Childhood Page 6
I knew all of the Goodman girls, of course. I turned rope for them. They taught me to skip and to use an Easy-Bake oven.
I was secretly attracted to Andrea, but Margaret was my first love. Fate, I suppose, and no less bewildering for all that.
In the summer of ’66, Margaret’s sister Jane was in love with Darren McGuinness.
– I love Alex MacDonald, but I’m in love with Darren was how she put it.
The distinction was too mature for me. I didn’t really understand it. Besides, I truly, fervently despised Darren and each and every McGuinness who’d ever drawn breath. They were a little collection of Irish vermin whose chief pleasure was to hold me down so the youngest of them, Barry, who was only seven, could strike me with his fists. When their father died of cancer, I wasn’t the least bit sorry.
Still, like news from a foreign country that sets wheels turning in one’s own, Jane Goodman’s love for Darren McGuinness started her sisters thinking. When, from the height of her fifteen years, Jane spoke to us at all, she spoke of
a) life in high school
b) Darren McGuinness.
I listened to the talk about high school, yearning for my own locker, a gymnasium, beakers for chemicals, and “algebra” (the most beautiful name numbers have ever had, I think; Al-Jabr, like sugared pomegranate seeds). The girls were impressed by Darren McGuinness. He was sixteen, shared a broken-down Impala with his older brothers, played baseball and basketball, and “really knew how to treat a lady.”
There was more, but Jane invariably added
– You’re too immature to understand.
(She was referring to that part of courtship, physical intimacy, I still find enigmatic.)
Even so, before that summer was through, both Andrea and Margaret precipitously acquired boyfriends. Andrea chose Don Smith; Margaret chose me.
Objectively speaking, I was an eccentric choice.
First, being Edna MacMillan’s grandson I inherited something of her reputation.
– Stable on the outside, eh. Might lose it any time, though. Mrs MacMillan did quite a number on Jenny Benjamin’s mother…
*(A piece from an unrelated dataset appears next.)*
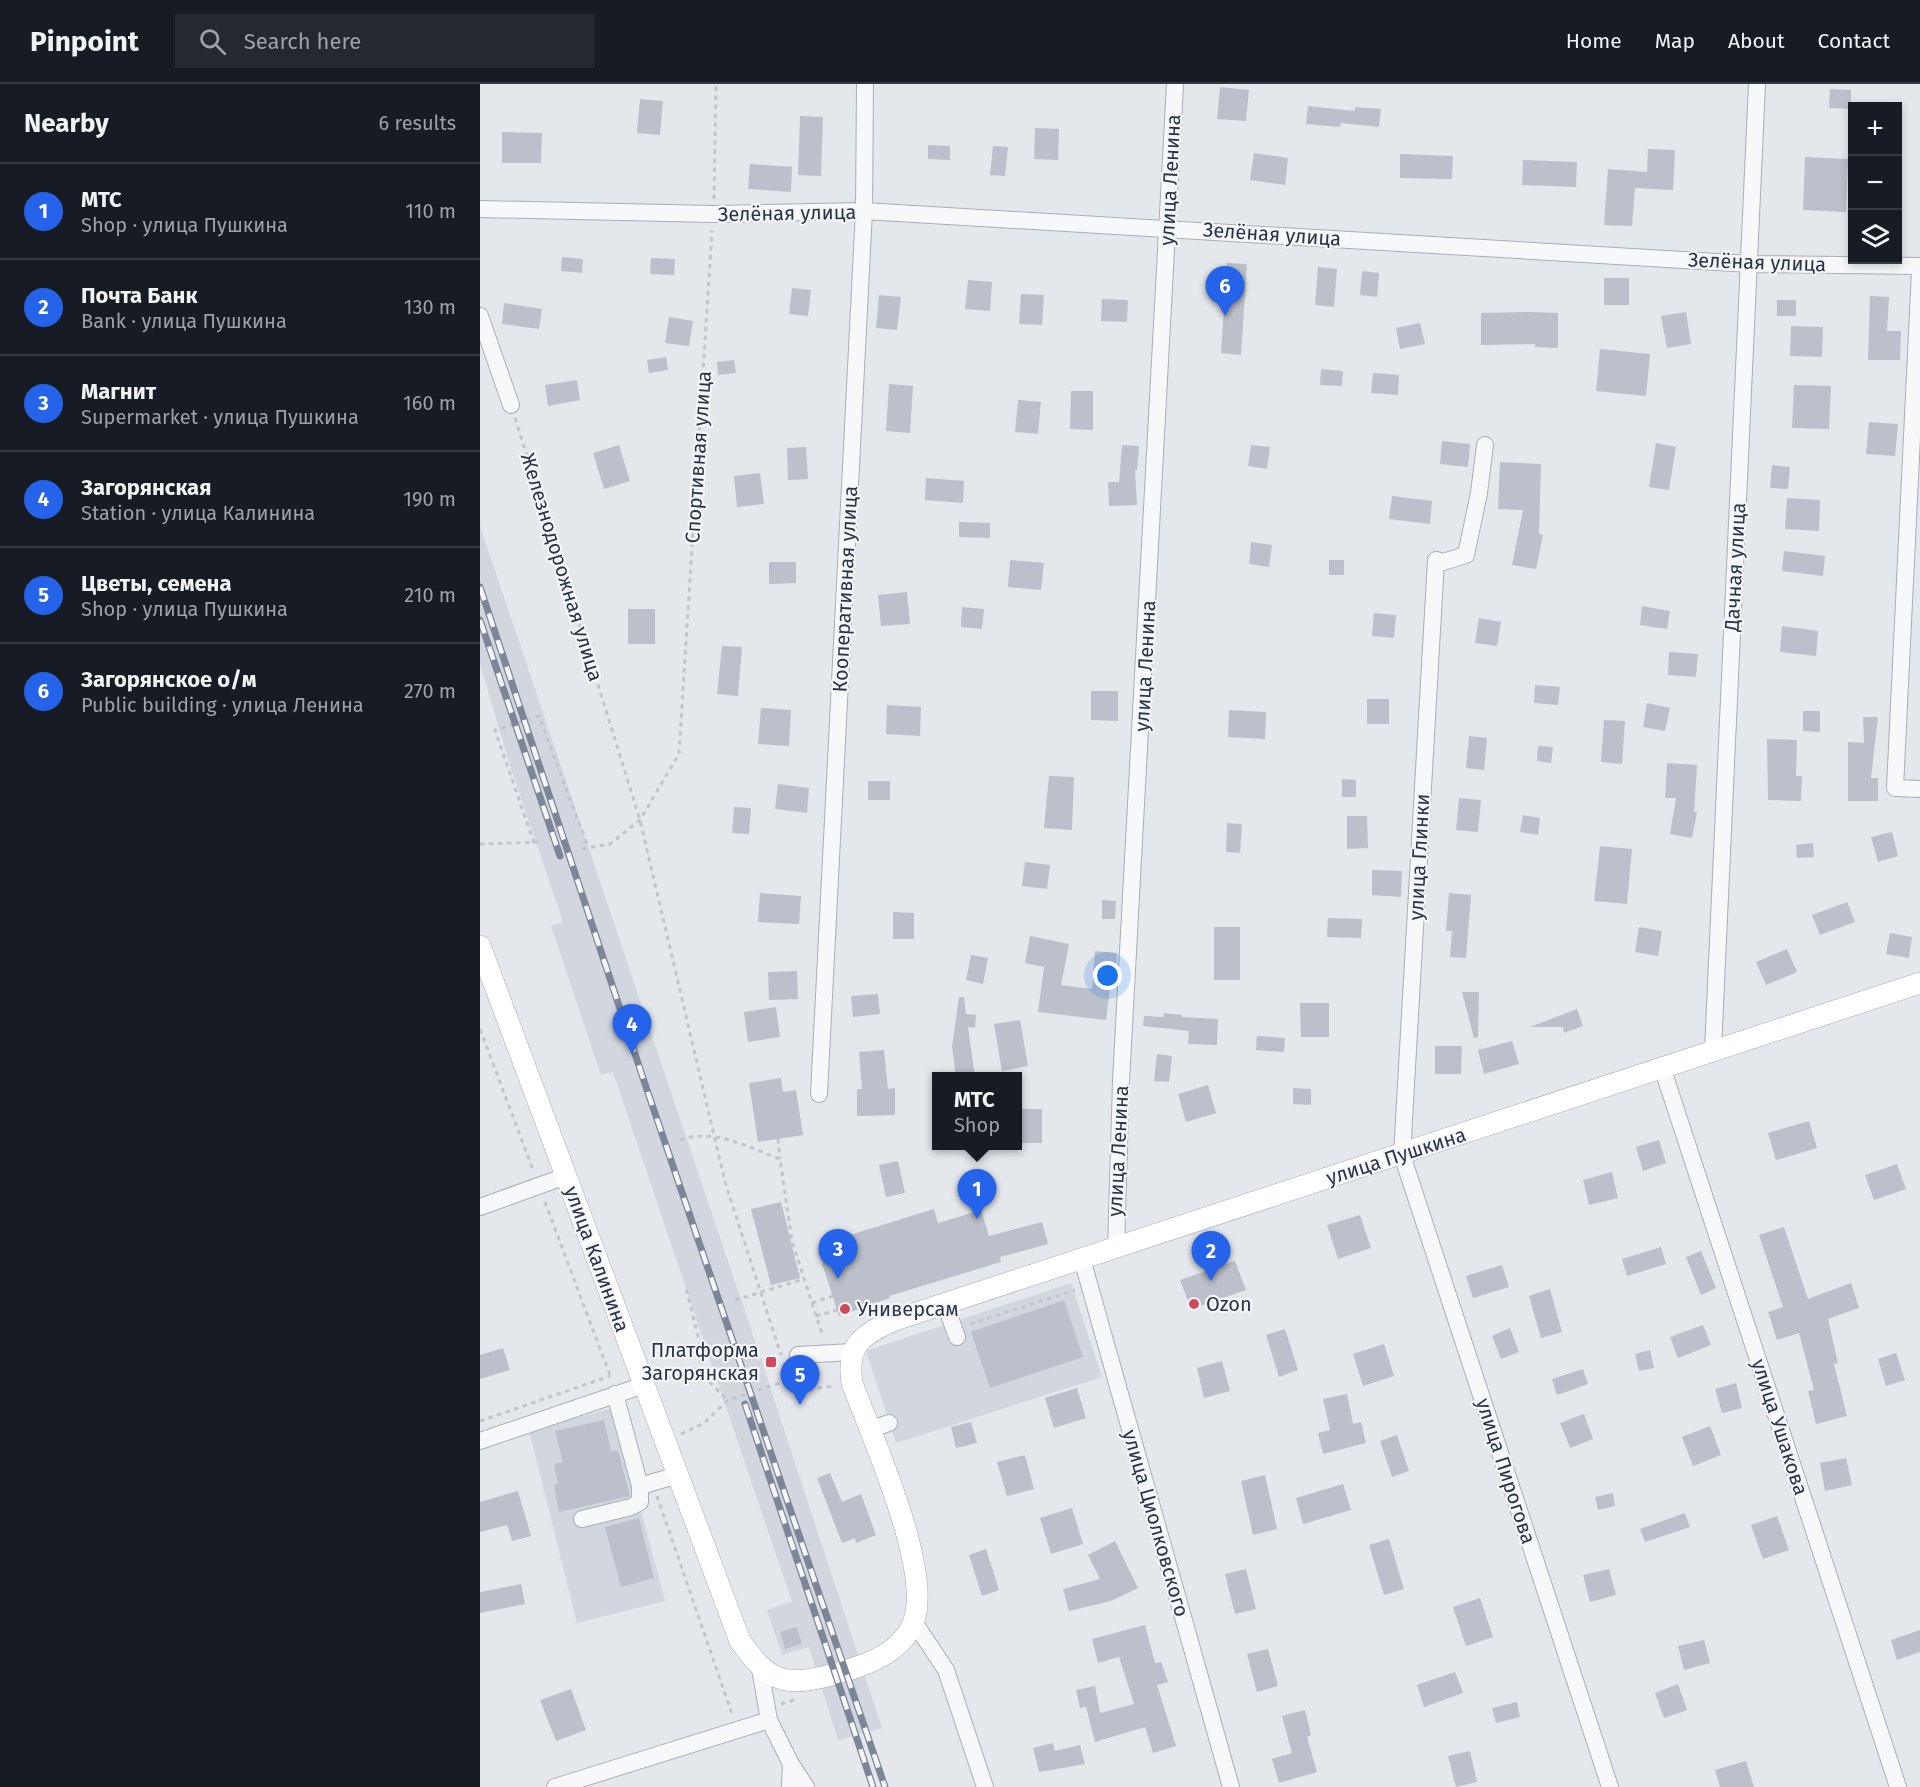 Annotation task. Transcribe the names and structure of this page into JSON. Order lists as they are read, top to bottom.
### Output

And second, Margaret’s father could barely conceal his dislike for me; a dislike that had something to do with my grandmother, something to do with natural antipathy, and, I suspect, something to do with Mrs Schwartz, with whom I spent time.
Yet, despite unpromising prospects, despite my embarrassment on being told
– Andrea and Don are going steady, eh. Why can’t we?
I agreed to be her boyfriend and, in the end, found the role intoxicating.6
At nine years of age, we were neither of us sure how best to go about steadily. So, with remarkable disinterest, we decided what we would and wouldn’t do.
– Hold hands?
– I guess so.
– Should we…
– Do you want to?
– I don’t think so.
– Ohh…okay.
Painlessly, considerate with a consideration I have rarely recovered or received, we
a) kissed once, to see what it was like (uninteresting but not unlikeable)
b) held hands (warm, but awkward; not altogether unlikeable)
c) shared drinks (rarely, and only if there were straws)
d) walked home together from school (consistently)
e) watched television after school (distressing, because Darren “Hey, I smell nigger” McGuinness was often there with Jane, and Mr Goodman himself came home at 5:30)
f) played in the Goodmans’ backyard (skipping, mostly, along with a handful of girls).
After an autumn of constant company, of having somewhere to go without having to go, after innumerable excursions for Popsicles, ice cream, and licorice, I began to think it wasn’t so bad. I wasn’t tired of Margaret’s company, and I even began to see in her the virtues that make for physical attraction.
The only conflict we had came when, on an afternoon after school, we were in the Goodmans’ basement watching “Woody Woodpecker.” On coming downstairs, Darren McGuinness said, in his usual friendly way
– Here nigger nigger nigger…
And, for whatever reason, Margaret chose to defend me.
– He’s not a nigger, she said.
That brought such mirth from those around us, I wasn’t sure whether I should laugh or not. When Margaret ran out to the yard, I didn’t know if I should follow or stay in the basement with the others.
I did follow her out, but I was upset that she’d ruined my afternoon.
Aside from that, and aside from the pain I began to feel on being separated from her, our infatuation was good.
It surprises me that I have ever had such uncomplicated feelings for another.
I have not had them since.
Given how long we lived together, how singular her influence has been on my life, I knew very little about my grandmother.
I’ve mentioned her cooking (Pablum and plum pudding)
her habits (dandelion wine)
her intermittent concern for my well-being
her slovenliness
her love of poetry…
She fed me, provided a home of sorts, did what she could for me in her lucid moments, and did no irreparable harm in her moments of abandon. For me, these were the things that mattered. Everything else only clouded the issue.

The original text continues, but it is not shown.